WORK REQUIRED:
Retype every entry in its entirety, without alteration.

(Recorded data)
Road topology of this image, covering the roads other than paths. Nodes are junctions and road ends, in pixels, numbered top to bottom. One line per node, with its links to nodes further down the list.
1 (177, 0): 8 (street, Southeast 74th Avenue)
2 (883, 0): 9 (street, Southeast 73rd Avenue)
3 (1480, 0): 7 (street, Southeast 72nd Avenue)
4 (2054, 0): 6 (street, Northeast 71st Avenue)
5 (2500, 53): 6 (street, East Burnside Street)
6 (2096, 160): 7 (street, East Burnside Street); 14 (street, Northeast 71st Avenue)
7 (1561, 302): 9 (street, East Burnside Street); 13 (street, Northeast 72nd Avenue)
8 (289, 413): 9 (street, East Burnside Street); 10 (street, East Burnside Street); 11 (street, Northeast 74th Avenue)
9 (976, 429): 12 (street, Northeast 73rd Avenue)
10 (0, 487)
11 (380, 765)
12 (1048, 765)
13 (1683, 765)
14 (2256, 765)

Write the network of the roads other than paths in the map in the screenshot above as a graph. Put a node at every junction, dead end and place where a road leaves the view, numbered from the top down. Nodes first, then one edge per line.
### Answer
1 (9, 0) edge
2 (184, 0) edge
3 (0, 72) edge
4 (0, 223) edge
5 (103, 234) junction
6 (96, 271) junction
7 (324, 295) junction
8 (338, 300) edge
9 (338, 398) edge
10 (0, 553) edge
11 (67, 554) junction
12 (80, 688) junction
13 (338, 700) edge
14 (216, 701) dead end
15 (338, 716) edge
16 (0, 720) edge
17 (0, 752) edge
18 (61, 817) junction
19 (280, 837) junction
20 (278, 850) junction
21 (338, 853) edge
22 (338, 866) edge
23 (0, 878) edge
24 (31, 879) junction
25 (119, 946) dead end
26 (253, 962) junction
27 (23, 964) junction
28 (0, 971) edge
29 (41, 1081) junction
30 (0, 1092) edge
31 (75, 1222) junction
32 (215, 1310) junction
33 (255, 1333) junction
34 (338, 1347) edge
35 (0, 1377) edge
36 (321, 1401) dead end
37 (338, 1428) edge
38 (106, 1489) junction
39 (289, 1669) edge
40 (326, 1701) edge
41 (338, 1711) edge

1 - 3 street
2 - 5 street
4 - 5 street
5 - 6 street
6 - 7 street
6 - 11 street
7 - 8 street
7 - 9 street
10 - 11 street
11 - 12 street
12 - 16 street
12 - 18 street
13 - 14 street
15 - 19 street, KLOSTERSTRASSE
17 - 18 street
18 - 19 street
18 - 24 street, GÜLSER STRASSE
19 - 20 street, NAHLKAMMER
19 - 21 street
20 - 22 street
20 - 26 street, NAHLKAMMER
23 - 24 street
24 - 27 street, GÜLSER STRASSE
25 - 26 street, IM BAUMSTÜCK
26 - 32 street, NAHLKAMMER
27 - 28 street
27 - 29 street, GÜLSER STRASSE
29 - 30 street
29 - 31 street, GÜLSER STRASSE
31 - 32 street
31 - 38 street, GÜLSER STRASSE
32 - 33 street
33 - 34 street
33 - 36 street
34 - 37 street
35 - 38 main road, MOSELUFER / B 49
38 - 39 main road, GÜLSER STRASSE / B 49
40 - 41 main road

SOLUTION TO THIS EXERCISE:
Road topology of this image, covering the roads other than paths. Nodes are junctions and road ends, in pixels, numbered top to bottom. One line per node, with its links to nodes further down the list.
1 (177, 0): 8 (street, Southeast 74th Avenue)
2 (883, 0): 9 (street, Southeast 73rd Avenue)
3 (1480, 0): 7 (street, Southeast 72nd Avenue)
4 (2054, 0): 6 (street, Northeast 71st Avenue)
5 (2500, 53): 6 (street, East Burnside Street)
6 (2096, 160): 7 (street, East Burnside Street); 14 (street, Northeast 71st Avenue)
7 (1561, 302): 9 (street, East Burnside Street); 13 (street, Northeast 72nd Avenue)
8 (289, 413): 9 (street, East Burnside Street); 10 (street, East Burnside Street); 11 (street, Northeast 74th Avenue)
9 (976, 429): 12 (street, Northeast 73rd Avenue)
10 (0, 487)
11 (380, 765)
12 (1048, 765)
13 (1683, 765)
14 (2256, 765)

Write the network of the roads other than paths in the map in the screenshot above as a graph. Put a node at every junction, dead end and place where a road leaves the view, numbered from the top down. Nodes first, then one edge per line.
### Answer
1 (9, 0) edge
2 (184, 0) edge
3 (0, 72) edge
4 (0, 223) edge
5 (103, 234) junction
6 (96, 271) junction
7 (324, 295) junction
8 (338, 300) edge
9 (338, 398) edge
10 (0, 553) edge
11 (67, 554) junction
12 (80, 688) junction
13 (338, 700) edge
14 (216, 701) dead end
15 (338, 716) edge
16 (0, 720) edge
17 (0, 752) edge
18 (61, 817) junction
19 (280, 837) junction
20 (278, 850) junction
21 (338, 853) edge
22 (338, 866) edge
23 (0, 878) edge
24 (31, 879) junction
25 (119, 946) dead end
26 (253, 962) junction
27 (23, 964) junction
28 (0, 971) edge
29 (41, 1081) junction
30 (0, 1092) edge
31 (75, 1222) junction
32 (215, 1310) junction
33 (255, 1333) junction
34 (338, 1347) edge
35 (0, 1377) edge
36 (321, 1401) dead end
37 (338, 1428) edge
38 (106, 1489) junction
39 (289, 1669) edge
40 (326, 1701) edge
41 (338, 1711) edge

1 - 3 street
2 - 5 street
4 - 5 street
5 - 6 street
6 - 7 street
6 - 11 street
7 - 8 street
7 - 9 street
10 - 11 street
11 - 12 street
12 - 16 street
12 - 18 street
13 - 14 street
15 - 19 street, KLOSTERSTRASSE
17 - 18 street
18 - 19 street
18 - 24 street, GÜLSER STRASSE
19 - 20 street, NAHLKAMMER
19 - 21 street
20 - 22 street
20 - 26 street, NAHLKAMMER
23 - 24 street
24 - 27 street, GÜLSER STRASSE
25 - 26 street, IM BAUMSTÜCK
26 - 32 street, NAHLKAMMER
27 - 28 street
27 - 29 street, GÜLSER STRASSE
29 - 30 street
29 - 31 street, GÜLSER STRASSE
31 - 32 street
31 - 38 street, GÜLSER STRASSE
32 - 33 street
33 - 34 street
33 - 36 street
34 - 37 street
35 - 38 main road, MOSELUFER / B 49
38 - 39 main road, GÜLSER STRASSE / B 49
40 - 41 main road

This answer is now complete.